What you should do — Please show every line in the entries below that includes the word "junction".
Extracted information: Begin
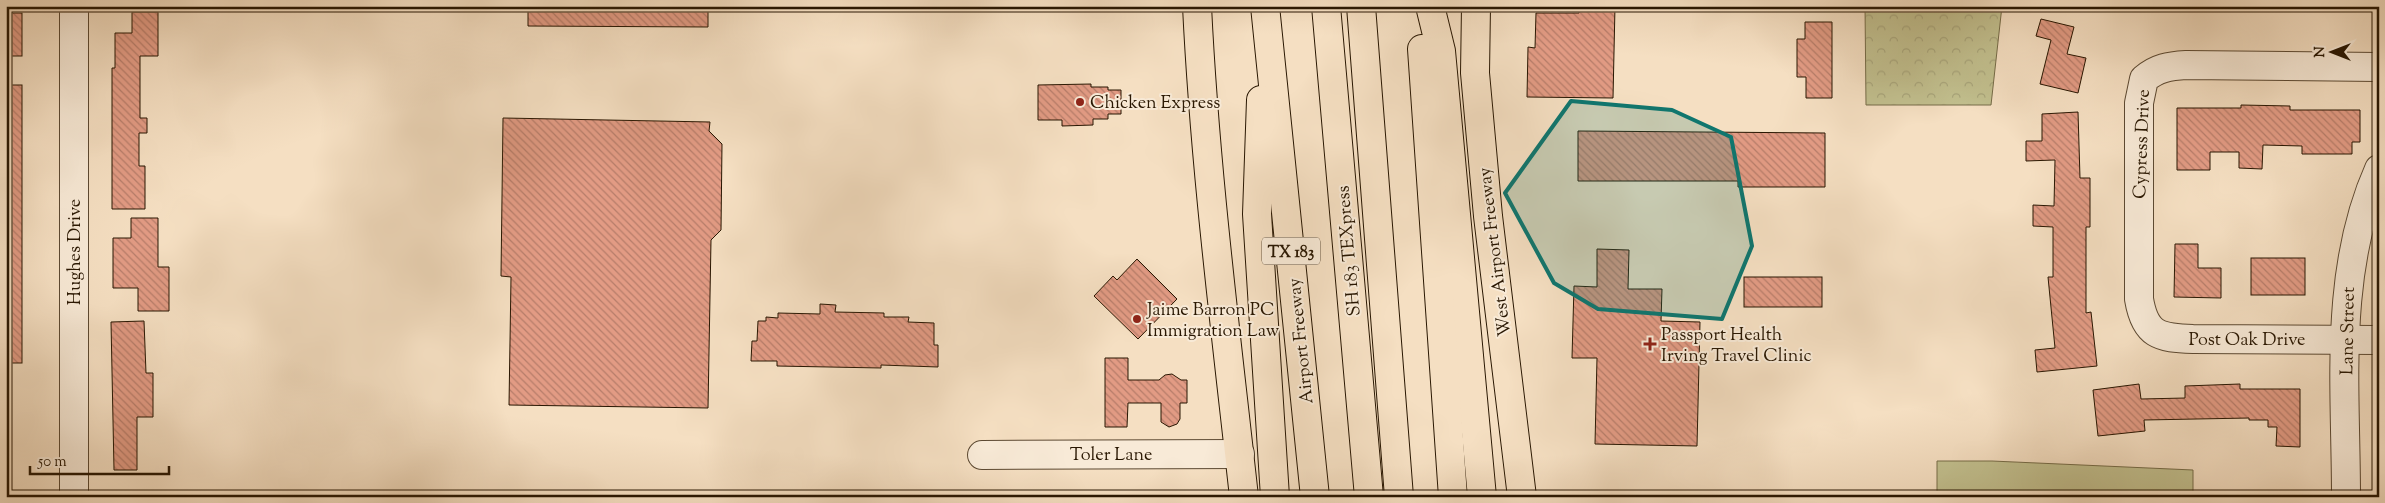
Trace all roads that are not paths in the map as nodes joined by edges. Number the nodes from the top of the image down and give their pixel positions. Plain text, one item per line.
1 (74, 6) edge
2 (1197, 6) edge
3 (1264, 6) edge
4 (1326, 6) edge
5 (1361, 6) edge
6 (1419, 6) edge
7 (1430, 6) edge
8 (1476, 6) edge
9 (2379, 67) edge
10 (2379, 170) edge
11 (2139, 299) joint
12 (2346, 340) junction
13 (2379, 340) edge
14 (1240, 454) junction
15 (982, 455) dead end
16 (74, 497) edge
17 (1244, 497) edge
18 (1275, 497) edge
19 (1315, 497) edge
20 (1369, 497) edge
21 (1399, 497) edge
22 (1453, 497) edge
23 (1482, 497) edge
24 (1522, 497) edge
25 (2346, 497) edge

1 - 16 street, Hughes Drive
2 - 14 main road
3 - 18 main road
3 - 19 main road, Airport Freeway / TX 183
4 - 20 main road, SH 183 TEXpress
5 - 21 main road, SH 183 TEXpress
6 - 22 main road
7 - 23 main road
8 - 24 main road, West Airport Freeway
9 - 11 street, Cypress Drive
10 - 12 street, Lane Street
11 - 12 street, Post Oak Drive
12 - 13 street, Post Oak Drive
12 - 25 street, Lane Street
14 - 15 street, Toler Lane
14 - 17 main road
Extracted information: End
Expected answer —
12 (2346, 340) junction
14 (1240, 454) junction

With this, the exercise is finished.